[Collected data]

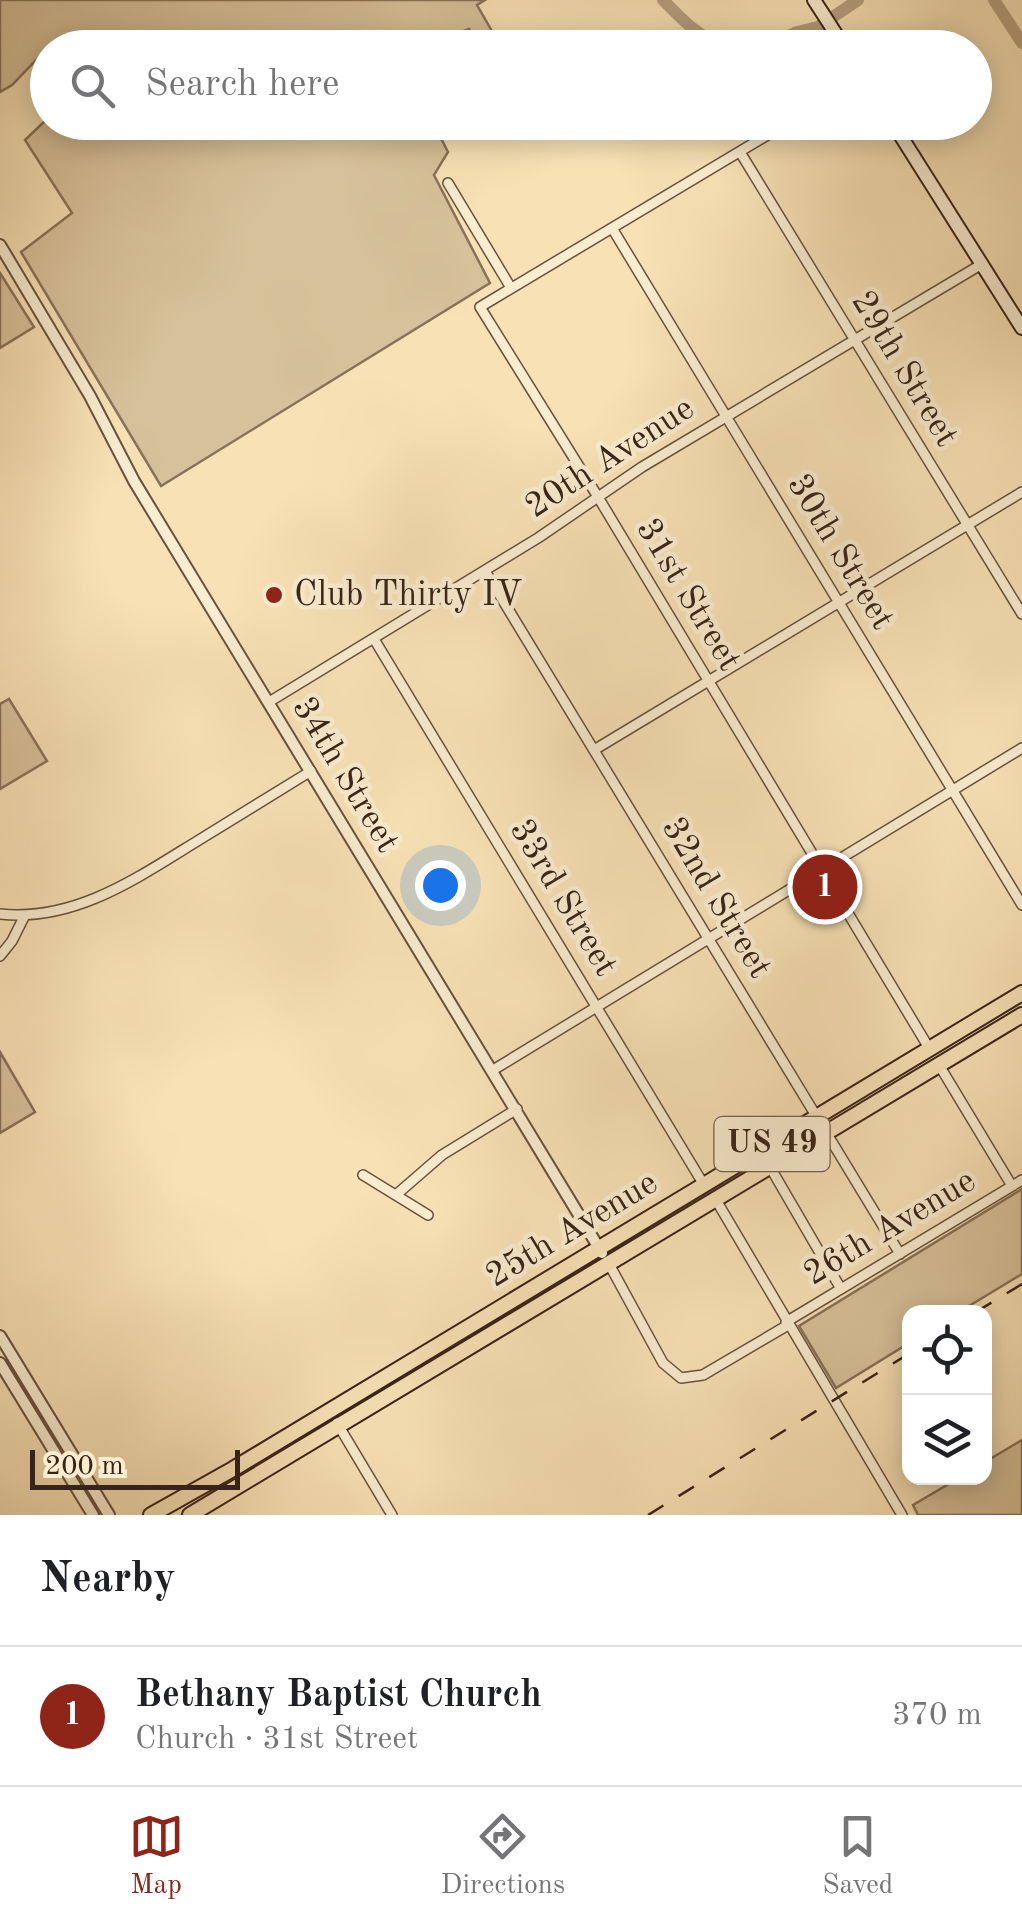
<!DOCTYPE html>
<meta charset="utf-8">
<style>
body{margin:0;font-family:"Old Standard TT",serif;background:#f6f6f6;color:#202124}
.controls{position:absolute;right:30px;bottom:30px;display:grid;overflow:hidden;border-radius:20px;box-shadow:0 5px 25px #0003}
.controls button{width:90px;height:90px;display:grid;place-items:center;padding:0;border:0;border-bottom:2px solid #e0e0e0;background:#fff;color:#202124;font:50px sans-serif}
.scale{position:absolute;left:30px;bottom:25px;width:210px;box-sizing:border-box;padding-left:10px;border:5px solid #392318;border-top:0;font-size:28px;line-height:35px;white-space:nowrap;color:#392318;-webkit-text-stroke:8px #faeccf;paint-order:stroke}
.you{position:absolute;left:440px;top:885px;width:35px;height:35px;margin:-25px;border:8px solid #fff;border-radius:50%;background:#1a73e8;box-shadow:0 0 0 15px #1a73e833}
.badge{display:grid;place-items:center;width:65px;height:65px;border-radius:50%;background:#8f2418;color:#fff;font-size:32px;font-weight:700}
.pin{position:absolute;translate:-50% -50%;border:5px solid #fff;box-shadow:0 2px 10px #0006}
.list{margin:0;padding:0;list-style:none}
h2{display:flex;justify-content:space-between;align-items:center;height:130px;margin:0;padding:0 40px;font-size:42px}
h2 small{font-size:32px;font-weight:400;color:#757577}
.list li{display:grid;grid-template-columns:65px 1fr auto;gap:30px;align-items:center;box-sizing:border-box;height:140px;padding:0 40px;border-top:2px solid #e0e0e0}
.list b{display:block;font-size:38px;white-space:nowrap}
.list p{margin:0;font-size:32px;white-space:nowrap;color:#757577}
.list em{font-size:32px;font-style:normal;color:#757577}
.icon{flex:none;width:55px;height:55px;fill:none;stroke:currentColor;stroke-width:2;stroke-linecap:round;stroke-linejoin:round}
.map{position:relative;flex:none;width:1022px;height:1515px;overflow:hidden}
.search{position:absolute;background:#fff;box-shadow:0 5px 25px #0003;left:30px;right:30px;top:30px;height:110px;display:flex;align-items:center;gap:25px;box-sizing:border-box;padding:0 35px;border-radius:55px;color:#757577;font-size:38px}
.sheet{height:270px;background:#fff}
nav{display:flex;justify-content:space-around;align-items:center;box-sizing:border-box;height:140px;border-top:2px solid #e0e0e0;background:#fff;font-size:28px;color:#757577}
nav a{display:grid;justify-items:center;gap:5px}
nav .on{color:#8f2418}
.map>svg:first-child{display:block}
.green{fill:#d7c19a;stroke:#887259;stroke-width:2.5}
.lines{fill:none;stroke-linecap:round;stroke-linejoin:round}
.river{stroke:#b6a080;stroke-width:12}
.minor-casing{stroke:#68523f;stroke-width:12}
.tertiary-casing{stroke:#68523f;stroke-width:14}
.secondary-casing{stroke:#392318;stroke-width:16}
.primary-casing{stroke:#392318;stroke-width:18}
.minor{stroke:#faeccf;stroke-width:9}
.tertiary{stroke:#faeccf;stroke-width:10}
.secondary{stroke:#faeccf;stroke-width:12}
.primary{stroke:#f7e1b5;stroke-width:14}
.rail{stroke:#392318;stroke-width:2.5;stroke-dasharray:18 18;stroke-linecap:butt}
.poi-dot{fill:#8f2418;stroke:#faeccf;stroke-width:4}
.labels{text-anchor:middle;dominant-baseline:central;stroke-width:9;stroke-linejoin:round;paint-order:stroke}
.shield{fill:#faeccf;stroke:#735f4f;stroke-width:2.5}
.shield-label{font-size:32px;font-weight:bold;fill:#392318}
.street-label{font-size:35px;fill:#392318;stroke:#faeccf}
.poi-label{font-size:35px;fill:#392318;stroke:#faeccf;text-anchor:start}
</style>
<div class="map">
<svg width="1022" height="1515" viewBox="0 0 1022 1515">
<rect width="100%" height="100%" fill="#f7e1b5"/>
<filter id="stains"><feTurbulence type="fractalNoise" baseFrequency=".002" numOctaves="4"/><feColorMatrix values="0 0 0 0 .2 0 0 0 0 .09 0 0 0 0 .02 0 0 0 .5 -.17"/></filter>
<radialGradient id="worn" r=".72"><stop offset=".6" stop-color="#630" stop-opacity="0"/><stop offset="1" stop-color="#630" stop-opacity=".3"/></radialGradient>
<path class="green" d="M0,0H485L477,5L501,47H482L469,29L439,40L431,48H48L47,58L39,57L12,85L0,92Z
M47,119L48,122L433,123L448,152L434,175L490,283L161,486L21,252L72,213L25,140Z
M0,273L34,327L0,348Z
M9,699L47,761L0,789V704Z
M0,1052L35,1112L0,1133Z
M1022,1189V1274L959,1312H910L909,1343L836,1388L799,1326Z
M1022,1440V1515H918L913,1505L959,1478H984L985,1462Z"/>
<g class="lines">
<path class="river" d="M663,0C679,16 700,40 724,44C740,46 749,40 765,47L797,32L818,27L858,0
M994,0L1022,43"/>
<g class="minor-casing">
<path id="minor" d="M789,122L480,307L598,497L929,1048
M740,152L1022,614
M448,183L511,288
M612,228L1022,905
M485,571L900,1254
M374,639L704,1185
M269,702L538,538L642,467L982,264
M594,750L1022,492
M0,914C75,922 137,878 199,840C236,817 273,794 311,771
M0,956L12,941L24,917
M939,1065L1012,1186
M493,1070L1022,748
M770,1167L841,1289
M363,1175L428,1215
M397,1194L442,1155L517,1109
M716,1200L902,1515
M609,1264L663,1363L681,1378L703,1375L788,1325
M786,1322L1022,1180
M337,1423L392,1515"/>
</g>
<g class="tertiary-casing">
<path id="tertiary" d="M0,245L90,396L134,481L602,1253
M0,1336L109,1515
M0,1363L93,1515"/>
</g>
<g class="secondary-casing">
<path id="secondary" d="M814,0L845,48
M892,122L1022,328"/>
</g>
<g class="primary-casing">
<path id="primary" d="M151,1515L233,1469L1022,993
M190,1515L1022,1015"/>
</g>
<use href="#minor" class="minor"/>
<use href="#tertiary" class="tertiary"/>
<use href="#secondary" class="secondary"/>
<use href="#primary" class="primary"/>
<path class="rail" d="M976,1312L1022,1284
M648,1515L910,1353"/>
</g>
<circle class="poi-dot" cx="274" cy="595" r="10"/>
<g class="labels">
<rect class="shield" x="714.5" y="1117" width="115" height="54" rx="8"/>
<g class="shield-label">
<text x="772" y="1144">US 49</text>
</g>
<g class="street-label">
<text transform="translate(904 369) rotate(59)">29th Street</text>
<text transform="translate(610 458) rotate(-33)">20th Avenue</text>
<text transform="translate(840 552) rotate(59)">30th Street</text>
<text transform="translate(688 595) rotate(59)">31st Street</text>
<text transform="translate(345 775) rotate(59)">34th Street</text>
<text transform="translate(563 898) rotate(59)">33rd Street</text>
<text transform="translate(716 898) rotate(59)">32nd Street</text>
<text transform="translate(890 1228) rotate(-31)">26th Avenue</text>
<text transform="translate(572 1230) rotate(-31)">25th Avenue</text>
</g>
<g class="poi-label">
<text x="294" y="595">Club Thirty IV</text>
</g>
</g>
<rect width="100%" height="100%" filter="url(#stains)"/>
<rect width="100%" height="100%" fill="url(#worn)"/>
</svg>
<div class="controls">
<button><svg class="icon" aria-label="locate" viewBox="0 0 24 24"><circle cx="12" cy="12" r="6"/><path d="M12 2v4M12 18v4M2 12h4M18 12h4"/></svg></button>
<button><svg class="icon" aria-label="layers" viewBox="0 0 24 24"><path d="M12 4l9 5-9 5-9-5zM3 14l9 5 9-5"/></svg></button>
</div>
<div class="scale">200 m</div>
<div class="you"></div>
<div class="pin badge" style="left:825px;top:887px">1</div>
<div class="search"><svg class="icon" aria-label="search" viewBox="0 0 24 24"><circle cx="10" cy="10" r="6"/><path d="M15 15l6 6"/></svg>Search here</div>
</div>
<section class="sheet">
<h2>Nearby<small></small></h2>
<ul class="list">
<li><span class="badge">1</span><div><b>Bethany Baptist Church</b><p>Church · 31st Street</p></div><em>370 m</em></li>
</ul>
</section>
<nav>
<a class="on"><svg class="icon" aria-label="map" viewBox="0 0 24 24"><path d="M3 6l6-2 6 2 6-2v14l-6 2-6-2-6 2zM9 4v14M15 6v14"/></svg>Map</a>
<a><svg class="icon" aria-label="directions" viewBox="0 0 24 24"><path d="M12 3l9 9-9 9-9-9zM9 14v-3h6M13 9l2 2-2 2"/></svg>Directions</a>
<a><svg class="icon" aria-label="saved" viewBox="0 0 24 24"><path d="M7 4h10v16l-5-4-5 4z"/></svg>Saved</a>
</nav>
--
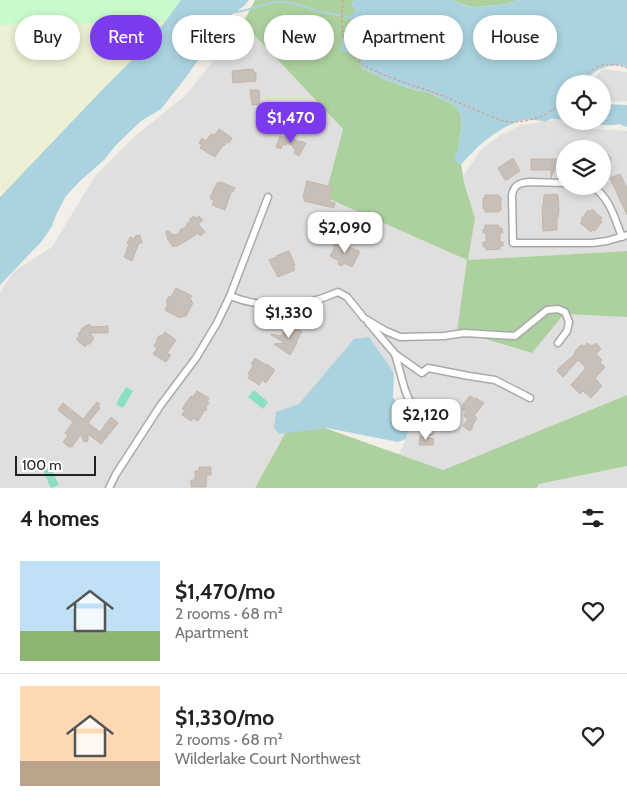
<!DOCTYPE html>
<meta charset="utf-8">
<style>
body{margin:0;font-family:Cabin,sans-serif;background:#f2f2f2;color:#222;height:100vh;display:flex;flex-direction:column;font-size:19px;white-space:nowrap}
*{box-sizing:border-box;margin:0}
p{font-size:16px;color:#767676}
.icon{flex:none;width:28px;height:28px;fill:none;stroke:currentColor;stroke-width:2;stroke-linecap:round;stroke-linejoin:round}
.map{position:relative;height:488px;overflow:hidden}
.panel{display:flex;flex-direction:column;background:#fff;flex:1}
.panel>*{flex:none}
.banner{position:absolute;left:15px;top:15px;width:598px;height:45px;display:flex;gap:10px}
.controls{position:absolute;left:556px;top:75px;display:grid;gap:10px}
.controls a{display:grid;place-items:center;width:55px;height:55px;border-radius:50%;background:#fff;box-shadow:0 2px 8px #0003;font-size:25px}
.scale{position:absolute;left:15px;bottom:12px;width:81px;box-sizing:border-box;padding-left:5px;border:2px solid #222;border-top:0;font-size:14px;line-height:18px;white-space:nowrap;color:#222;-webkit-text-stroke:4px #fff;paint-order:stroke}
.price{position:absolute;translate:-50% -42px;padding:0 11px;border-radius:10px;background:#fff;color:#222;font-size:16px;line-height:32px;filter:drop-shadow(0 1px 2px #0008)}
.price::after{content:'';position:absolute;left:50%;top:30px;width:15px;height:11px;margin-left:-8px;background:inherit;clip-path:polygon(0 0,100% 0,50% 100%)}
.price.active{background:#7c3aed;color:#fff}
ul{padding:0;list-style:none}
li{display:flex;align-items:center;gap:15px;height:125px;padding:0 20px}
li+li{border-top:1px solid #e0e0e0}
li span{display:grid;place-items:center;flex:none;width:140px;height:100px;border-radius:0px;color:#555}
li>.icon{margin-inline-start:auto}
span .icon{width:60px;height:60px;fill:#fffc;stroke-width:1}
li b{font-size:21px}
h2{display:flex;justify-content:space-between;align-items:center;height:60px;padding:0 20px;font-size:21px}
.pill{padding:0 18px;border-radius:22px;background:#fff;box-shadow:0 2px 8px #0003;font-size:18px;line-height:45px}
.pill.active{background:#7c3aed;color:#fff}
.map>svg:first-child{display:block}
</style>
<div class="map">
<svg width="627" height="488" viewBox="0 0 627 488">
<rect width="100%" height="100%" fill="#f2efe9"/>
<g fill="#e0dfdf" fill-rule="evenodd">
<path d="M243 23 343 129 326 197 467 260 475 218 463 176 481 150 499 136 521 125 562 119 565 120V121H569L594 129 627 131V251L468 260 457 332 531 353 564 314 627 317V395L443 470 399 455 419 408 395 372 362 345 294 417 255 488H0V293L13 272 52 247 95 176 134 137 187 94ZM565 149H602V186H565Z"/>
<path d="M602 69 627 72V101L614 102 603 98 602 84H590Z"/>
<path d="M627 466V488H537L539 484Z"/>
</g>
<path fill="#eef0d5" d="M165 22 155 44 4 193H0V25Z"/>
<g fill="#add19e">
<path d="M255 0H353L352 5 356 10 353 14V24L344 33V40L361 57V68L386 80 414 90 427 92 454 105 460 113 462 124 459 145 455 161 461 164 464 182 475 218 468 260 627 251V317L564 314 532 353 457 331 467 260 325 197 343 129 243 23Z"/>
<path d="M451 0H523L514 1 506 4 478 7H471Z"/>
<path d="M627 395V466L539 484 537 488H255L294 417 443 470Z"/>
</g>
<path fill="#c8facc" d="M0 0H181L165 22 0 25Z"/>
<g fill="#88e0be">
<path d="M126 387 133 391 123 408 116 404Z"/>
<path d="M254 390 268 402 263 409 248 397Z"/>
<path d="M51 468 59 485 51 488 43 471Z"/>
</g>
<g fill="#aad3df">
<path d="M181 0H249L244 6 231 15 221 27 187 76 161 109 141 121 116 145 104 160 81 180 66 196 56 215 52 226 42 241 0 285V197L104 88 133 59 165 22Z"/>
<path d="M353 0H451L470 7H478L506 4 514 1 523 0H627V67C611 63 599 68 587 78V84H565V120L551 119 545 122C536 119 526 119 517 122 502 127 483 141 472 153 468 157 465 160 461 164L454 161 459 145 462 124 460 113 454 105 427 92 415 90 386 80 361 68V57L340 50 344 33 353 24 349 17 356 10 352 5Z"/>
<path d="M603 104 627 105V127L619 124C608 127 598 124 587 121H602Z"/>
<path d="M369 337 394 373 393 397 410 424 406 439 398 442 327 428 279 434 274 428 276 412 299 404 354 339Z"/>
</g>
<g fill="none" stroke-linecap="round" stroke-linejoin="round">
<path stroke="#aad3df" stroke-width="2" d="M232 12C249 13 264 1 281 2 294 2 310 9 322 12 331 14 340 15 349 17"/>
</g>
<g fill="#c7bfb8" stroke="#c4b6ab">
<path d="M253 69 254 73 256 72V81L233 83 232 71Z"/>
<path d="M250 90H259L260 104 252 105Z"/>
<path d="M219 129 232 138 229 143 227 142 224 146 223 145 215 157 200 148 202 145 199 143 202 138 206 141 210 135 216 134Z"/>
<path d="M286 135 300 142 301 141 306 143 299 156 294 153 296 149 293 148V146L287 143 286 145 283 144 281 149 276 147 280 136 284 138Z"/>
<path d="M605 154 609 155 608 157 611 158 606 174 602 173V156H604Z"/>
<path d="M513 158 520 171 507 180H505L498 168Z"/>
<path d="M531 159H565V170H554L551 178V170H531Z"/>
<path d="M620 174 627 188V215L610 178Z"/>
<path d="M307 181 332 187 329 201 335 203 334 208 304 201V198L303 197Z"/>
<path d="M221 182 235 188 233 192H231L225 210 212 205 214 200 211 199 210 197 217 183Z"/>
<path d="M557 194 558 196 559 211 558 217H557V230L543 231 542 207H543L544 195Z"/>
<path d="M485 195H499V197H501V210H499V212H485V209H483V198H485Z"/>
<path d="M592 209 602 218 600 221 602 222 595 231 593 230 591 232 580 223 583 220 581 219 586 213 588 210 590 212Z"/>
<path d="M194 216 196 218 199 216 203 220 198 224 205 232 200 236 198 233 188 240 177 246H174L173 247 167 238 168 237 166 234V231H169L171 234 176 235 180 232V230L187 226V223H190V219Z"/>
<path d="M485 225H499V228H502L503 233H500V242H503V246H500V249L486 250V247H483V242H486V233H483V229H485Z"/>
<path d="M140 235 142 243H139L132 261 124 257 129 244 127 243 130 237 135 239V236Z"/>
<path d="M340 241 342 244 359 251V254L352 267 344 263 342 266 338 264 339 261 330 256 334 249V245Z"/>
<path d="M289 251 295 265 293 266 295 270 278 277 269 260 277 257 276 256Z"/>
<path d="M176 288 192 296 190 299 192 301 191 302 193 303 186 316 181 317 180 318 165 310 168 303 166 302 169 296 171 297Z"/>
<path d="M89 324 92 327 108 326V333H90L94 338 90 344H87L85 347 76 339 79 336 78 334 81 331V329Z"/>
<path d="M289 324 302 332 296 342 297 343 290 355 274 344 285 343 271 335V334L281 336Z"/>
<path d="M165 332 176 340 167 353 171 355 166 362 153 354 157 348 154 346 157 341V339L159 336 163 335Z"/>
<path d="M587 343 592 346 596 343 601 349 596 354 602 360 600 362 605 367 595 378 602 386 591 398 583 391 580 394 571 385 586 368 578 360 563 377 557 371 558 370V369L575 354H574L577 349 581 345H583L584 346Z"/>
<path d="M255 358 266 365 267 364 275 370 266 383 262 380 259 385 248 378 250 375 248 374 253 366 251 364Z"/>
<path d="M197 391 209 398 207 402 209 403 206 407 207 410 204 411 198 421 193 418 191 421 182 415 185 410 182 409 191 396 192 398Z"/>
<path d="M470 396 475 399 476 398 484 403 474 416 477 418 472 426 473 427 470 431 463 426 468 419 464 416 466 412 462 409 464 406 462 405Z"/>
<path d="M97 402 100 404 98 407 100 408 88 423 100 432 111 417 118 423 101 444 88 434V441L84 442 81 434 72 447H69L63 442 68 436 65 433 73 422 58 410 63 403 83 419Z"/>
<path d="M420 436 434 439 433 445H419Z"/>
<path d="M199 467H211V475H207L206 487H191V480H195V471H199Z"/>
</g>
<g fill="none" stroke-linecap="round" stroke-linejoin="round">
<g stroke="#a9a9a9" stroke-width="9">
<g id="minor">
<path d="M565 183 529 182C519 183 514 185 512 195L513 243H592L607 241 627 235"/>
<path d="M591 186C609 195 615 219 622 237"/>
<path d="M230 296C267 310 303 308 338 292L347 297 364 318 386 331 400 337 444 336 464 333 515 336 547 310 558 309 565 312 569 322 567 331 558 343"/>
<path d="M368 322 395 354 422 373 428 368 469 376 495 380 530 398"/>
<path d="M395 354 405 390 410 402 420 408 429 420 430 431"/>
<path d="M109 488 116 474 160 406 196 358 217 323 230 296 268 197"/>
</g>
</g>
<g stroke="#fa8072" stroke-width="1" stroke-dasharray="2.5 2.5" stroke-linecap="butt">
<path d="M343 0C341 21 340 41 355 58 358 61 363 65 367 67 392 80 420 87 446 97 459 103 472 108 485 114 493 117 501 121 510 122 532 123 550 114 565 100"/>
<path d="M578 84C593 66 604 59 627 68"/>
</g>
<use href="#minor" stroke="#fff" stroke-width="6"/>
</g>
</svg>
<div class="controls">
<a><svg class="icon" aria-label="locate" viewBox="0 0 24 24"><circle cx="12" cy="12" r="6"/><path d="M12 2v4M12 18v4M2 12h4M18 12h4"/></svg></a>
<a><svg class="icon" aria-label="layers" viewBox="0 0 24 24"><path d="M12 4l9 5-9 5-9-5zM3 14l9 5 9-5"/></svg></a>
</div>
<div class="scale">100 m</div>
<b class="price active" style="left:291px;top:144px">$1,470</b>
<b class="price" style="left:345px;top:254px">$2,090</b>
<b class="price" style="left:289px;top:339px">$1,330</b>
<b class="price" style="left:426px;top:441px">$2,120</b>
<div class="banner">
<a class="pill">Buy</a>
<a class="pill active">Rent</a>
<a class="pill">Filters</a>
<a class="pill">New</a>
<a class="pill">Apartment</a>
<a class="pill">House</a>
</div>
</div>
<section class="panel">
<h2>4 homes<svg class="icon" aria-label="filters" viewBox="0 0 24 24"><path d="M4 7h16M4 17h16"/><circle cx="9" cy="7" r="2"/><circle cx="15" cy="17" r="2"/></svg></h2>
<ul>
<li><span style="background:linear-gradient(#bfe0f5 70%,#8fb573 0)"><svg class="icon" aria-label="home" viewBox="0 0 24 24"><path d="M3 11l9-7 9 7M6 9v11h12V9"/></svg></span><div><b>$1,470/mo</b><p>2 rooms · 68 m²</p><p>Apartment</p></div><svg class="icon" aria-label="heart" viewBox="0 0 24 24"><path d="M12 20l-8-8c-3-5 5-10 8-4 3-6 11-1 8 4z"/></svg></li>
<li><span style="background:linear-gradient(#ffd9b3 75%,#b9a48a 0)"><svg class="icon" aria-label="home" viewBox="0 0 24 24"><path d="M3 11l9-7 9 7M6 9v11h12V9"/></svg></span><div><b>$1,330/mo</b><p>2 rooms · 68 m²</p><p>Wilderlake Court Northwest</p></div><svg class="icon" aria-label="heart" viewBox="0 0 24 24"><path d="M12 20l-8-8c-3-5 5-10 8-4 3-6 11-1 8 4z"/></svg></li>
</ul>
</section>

**Your objective:** Across the entries above, find the lines with the string "controls" and copy them.

**Result of this task:**
.controls{position:absolute;right:30px;bottom:30px;display:grid;overflow:hidden;border-radius:20px;box-shadow:0 5px 25px #0003}
.controls button{width:90px;height:90px;display:grid;place-items:center;padding:0;border:0;border-bottom:2px solid #e0e0e0;background:#fff;color:#202124;font:50px sans-serif}
<div class="controls">
.controls{position:absolute;left:556px;top:75px;display:grid;gap:10px}
.controls a{display:grid;place-items:center;width:55px;height:55px;border-radius:50%;background:#fff;box-shadow:0 2px 8px #0003;font-size:25px}
<div class="controls">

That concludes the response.